--- Problem statement ---
Could you find every line in the records below that contains the word "wherever" and copy it?

(Stored records)
================

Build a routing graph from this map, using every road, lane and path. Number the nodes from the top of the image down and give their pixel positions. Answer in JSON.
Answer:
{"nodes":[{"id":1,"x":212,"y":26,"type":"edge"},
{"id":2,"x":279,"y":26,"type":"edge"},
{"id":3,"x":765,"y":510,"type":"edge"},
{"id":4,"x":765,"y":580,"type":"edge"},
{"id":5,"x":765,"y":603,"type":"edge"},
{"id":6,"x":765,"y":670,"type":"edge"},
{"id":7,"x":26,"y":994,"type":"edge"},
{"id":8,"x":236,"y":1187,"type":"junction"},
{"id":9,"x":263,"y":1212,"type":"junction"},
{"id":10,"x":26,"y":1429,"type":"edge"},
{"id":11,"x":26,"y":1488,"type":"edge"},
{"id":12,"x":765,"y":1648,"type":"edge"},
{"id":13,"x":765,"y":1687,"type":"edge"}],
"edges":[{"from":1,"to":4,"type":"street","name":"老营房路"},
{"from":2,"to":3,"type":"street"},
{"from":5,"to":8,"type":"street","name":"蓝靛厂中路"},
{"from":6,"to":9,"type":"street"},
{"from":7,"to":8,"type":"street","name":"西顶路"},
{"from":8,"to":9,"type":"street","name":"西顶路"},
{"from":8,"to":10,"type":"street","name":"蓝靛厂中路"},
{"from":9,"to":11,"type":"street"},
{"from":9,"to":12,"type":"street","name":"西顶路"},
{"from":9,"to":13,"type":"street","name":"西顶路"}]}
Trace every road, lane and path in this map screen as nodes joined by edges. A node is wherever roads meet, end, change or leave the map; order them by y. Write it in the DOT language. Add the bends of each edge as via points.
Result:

================

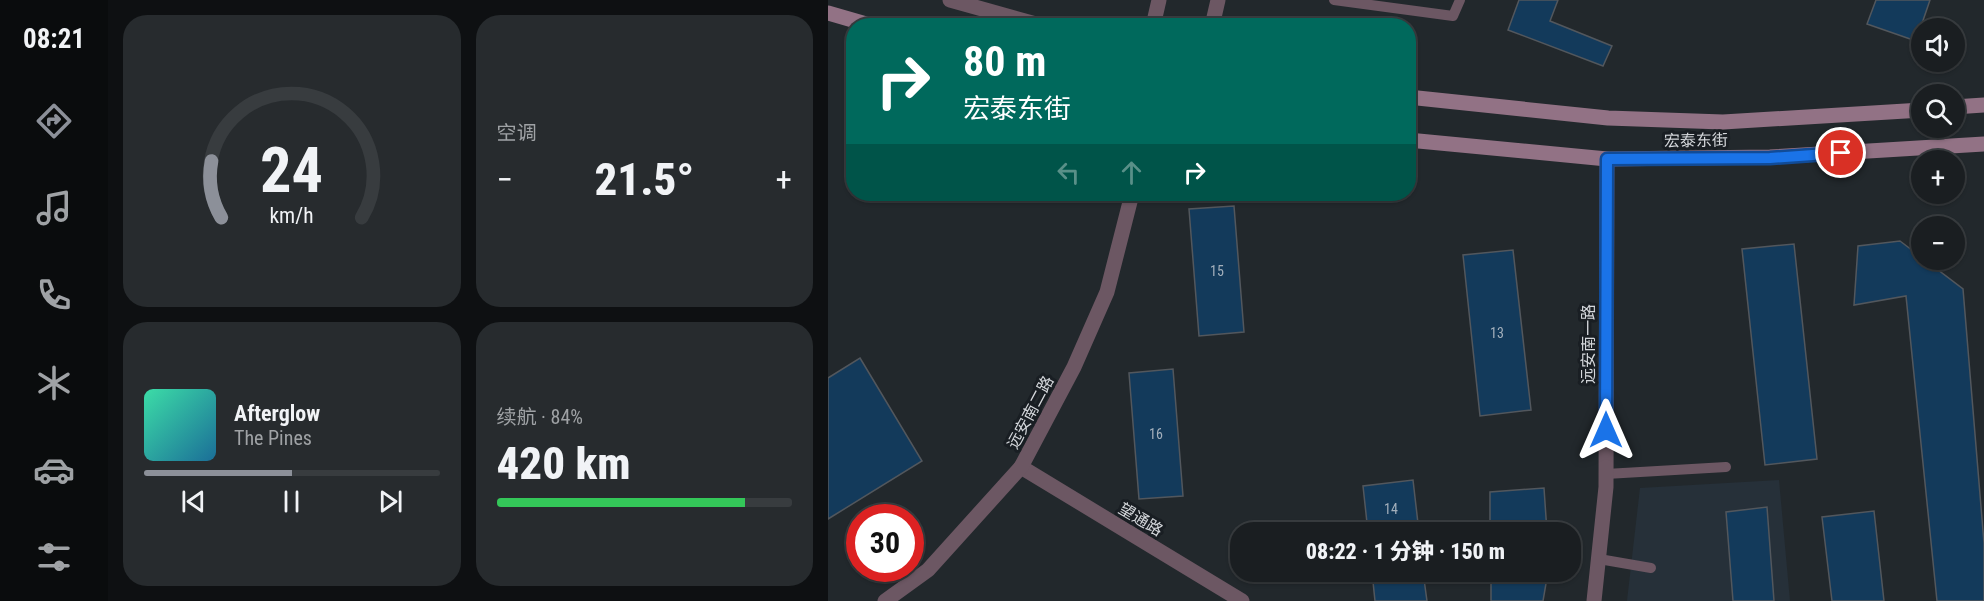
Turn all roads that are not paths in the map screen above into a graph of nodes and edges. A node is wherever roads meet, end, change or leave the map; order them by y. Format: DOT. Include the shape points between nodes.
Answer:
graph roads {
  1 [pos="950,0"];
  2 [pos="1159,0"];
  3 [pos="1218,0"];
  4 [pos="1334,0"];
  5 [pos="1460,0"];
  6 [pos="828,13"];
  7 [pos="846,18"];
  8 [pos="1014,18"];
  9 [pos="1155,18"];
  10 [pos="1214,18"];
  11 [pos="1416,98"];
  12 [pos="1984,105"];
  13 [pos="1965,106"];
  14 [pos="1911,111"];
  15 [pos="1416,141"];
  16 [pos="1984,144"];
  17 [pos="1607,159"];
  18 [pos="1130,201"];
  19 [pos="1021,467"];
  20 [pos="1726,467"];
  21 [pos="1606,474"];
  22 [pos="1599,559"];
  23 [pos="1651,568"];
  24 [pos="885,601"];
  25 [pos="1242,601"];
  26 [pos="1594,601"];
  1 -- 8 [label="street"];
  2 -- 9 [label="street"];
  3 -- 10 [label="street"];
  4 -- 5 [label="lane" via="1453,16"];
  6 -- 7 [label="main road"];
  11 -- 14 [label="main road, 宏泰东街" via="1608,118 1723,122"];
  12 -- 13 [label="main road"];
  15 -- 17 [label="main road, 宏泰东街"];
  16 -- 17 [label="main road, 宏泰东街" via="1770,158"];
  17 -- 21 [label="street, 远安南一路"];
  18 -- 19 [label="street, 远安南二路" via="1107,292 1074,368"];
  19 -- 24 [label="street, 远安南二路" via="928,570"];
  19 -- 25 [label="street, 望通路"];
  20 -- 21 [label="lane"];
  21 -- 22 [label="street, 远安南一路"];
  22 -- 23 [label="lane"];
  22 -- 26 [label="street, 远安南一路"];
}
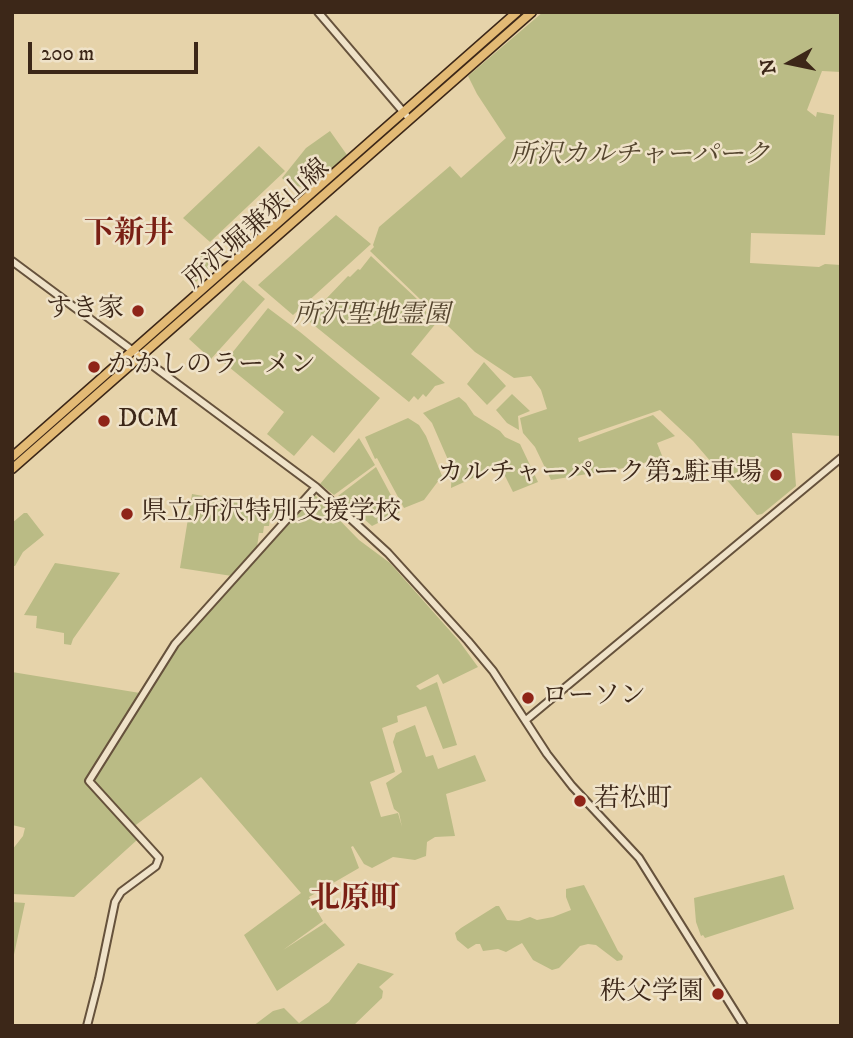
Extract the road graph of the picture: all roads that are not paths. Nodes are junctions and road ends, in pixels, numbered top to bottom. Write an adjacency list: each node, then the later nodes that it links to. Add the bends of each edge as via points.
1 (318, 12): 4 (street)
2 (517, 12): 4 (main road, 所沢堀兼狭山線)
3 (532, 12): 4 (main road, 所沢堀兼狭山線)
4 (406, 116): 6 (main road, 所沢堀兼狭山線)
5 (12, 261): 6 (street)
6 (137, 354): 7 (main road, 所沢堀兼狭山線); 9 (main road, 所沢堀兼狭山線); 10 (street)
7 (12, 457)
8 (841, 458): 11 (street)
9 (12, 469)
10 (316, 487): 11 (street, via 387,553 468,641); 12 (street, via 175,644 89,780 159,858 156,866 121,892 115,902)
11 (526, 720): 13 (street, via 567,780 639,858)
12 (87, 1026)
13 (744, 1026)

================

--- Solved exercise ---
Trace every road, lane and path in this map screen as nodes joined by edges. A node is wherever roads meet, end, change or leave the map; order them by y. Write it in the DOT language. Add the bends of each edge as via points.
Turn all roads that are not paths in the map screen above into a graph of nodes and edges. A node is wherever roads meet, end, change or leave the map; order them by y. Format: DOT. Include the shape points between nodes.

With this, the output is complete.